**Problem to work on:**
In the listing that follows, how many lines contain the string "thumb"? Provide only the number.

**Dataset entries:**
────────

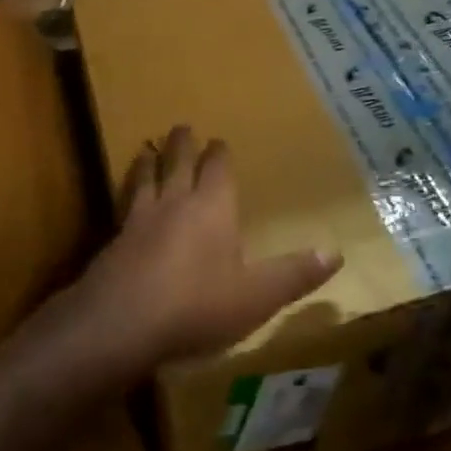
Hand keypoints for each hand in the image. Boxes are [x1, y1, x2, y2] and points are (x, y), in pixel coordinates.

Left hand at [70, 126, 342, 369]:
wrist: (123, 322)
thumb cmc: (198, 304)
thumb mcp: (257, 296)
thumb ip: (294, 274)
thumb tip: (336, 252)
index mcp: (212, 208)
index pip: (217, 169)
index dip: (219, 154)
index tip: (218, 140)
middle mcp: (175, 203)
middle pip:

────────

**Solution to this problem:**
4